Athimarapatti is a panchayat town in Thoothukudi district, in the state of Tamil Nadu, India. The Thoothukudi district was formally known as Tuticorin and is often referred to as "Pearl City". It's a sea port city that serves the inland cities of Coimbatore, Madurai and Tirunelveli. It is also one of the oldest cities in what is now known as India, having a history dating back to 6th century BCE.

The PIN Code (equivalent of a postal code or zip code) of Athimarapatti is 628005. This PIN is shared with Muthiahpuram and Mullaakadu.

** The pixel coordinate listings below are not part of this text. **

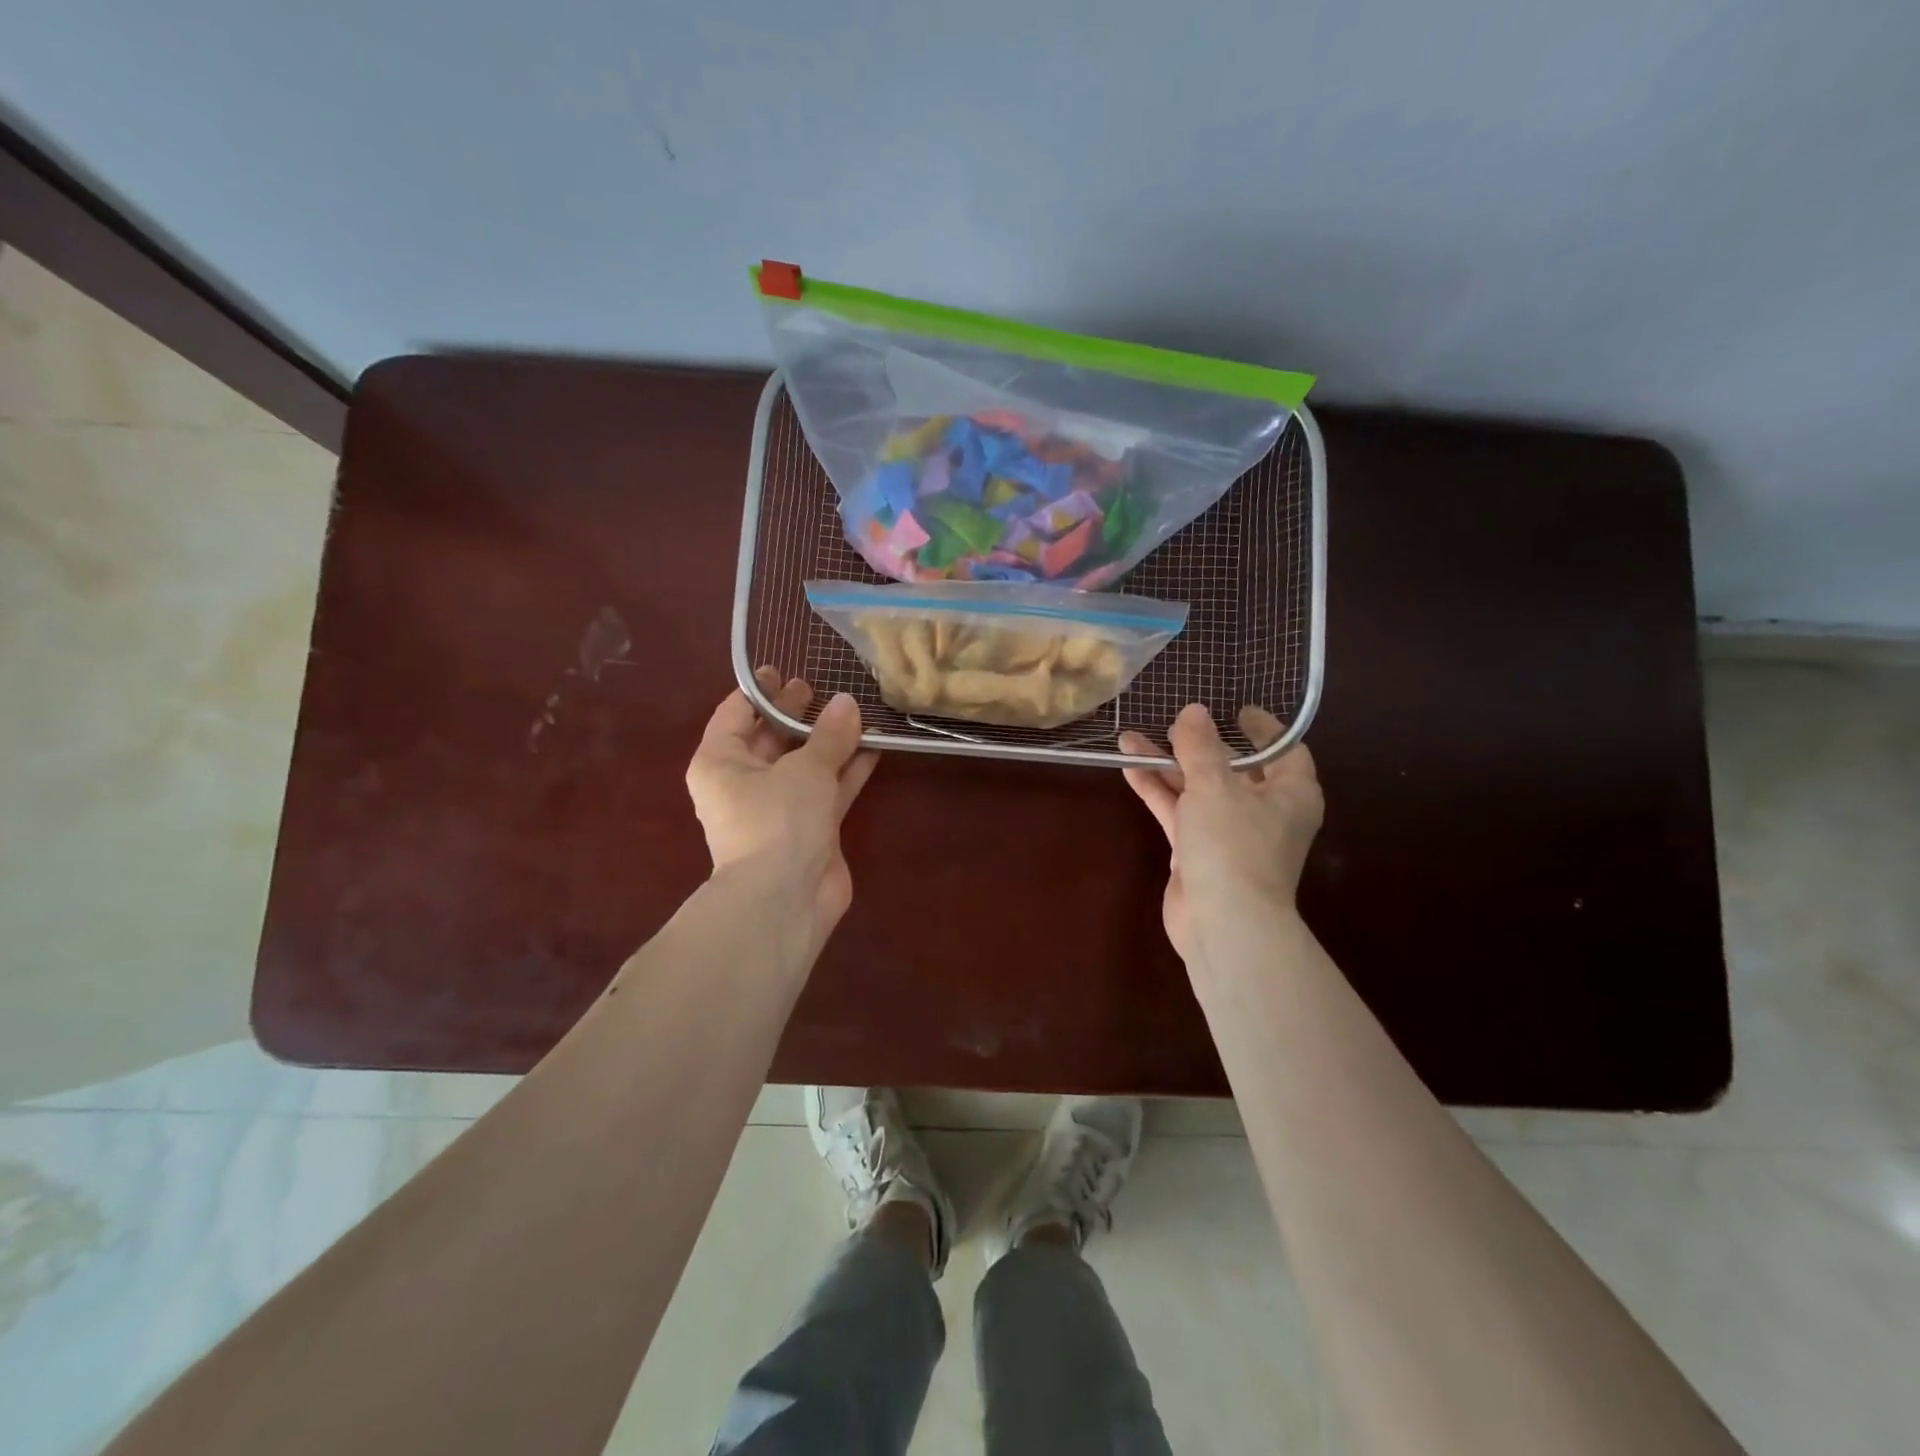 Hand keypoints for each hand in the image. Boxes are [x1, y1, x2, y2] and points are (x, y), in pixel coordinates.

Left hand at [686, 669, 878, 930]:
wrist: (785, 900)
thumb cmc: (778, 820)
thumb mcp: (804, 769)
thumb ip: (829, 735)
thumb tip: (848, 702)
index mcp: (721, 762)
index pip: (735, 714)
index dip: (760, 691)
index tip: (783, 669)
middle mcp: (744, 783)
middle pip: (770, 738)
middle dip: (796, 714)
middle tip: (822, 687)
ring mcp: (777, 809)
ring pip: (803, 765)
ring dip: (828, 742)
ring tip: (855, 711)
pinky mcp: (808, 830)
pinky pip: (827, 790)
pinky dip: (847, 771)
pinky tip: (874, 746)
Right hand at [1119, 704, 1323, 962]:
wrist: (1223, 923)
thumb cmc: (1234, 844)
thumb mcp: (1215, 785)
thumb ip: (1200, 746)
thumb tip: (1193, 711)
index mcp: (1291, 794)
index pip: (1284, 751)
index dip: (1263, 729)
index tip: (1238, 710)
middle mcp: (1264, 812)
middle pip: (1233, 770)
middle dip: (1200, 746)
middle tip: (1175, 721)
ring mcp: (1229, 835)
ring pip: (1198, 790)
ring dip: (1167, 766)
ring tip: (1131, 738)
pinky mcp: (1198, 853)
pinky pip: (1178, 812)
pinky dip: (1157, 791)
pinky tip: (1129, 767) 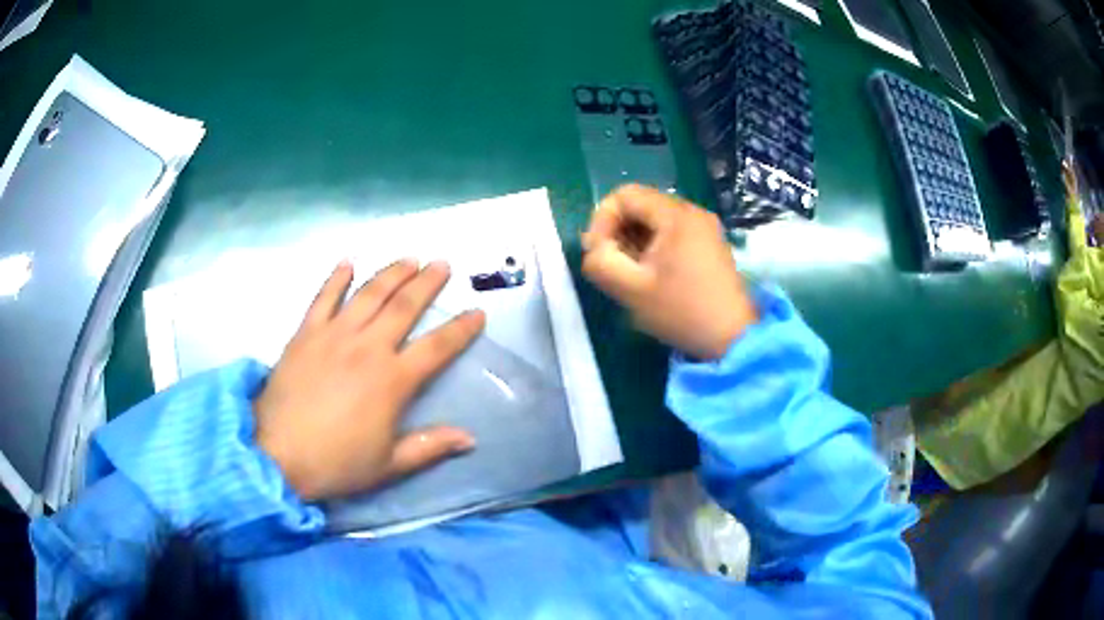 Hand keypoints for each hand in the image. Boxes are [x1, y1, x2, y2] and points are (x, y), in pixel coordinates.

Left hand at [253, 259, 485, 500]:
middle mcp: (367, 348)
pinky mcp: (305, 334)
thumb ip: (430, 446)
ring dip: (391, 273)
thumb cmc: (337, 463)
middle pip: (404, 306)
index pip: (437, 348)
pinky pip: (323, 298)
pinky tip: (348, 261)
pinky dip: (336, 277)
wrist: (277, 455)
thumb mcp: (389, 465)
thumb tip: (470, 438)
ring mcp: (334, 335)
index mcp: (392, 381)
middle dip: (427, 283)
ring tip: (409, 258)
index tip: (478, 313)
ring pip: (369, 294)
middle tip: (443, 264)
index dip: (461, 329)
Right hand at [582, 184, 756, 359]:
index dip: (602, 220)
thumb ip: (600, 263)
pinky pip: (672, 232)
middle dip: (618, 232)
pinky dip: (654, 247)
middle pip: (640, 205)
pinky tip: (652, 275)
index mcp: (675, 215)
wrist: (733, 338)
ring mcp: (705, 227)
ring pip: (655, 220)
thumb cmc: (682, 312)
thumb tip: (596, 249)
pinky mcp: (710, 244)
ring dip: (634, 241)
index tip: (598, 253)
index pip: (624, 195)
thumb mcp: (631, 290)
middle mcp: (693, 211)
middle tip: (612, 265)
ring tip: (631, 273) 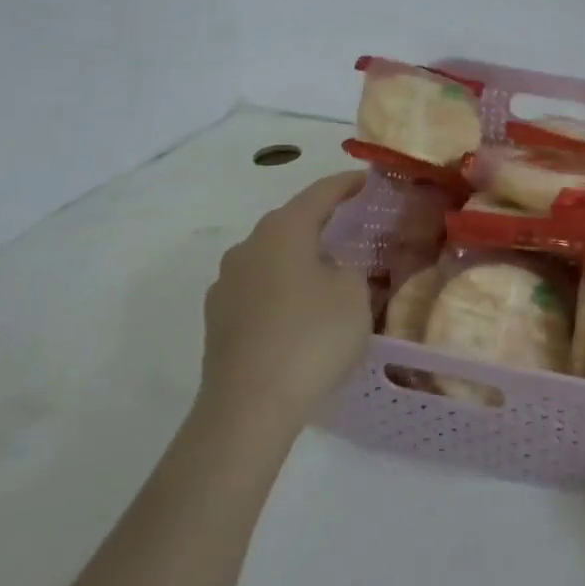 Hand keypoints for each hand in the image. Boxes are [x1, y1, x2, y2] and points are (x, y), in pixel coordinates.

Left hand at [196, 171, 370, 424]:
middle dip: (320, 222)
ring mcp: (226, 283)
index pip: (320, 193)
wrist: (248, 406)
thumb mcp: (354, 295)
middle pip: (290, 223)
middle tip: (350, 226)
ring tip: (326, 274)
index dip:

The weather in the state of Tamil Nadu, and subsequent districts is generally hot and humid year round. From October to December of each year the state experiences its rainy reason with heavy rainfall brought on by monsoons resulting in 800mm to 1000mm of rainfall. From January to May the state enters its dry season with an average temperature in the mid thirties and sometimes exceeding forty degrees celsius.

==Demographics==
As of 2001 India census, Athimarapatti had a population of 17,527. Males constitute 51% of the population and females 49%. Athimarapatti has an average literacy rate of 68%, higher than the national average of 59.5%; with 53% of the males and 47% of females literate. 13% of the population is under 6 years of age.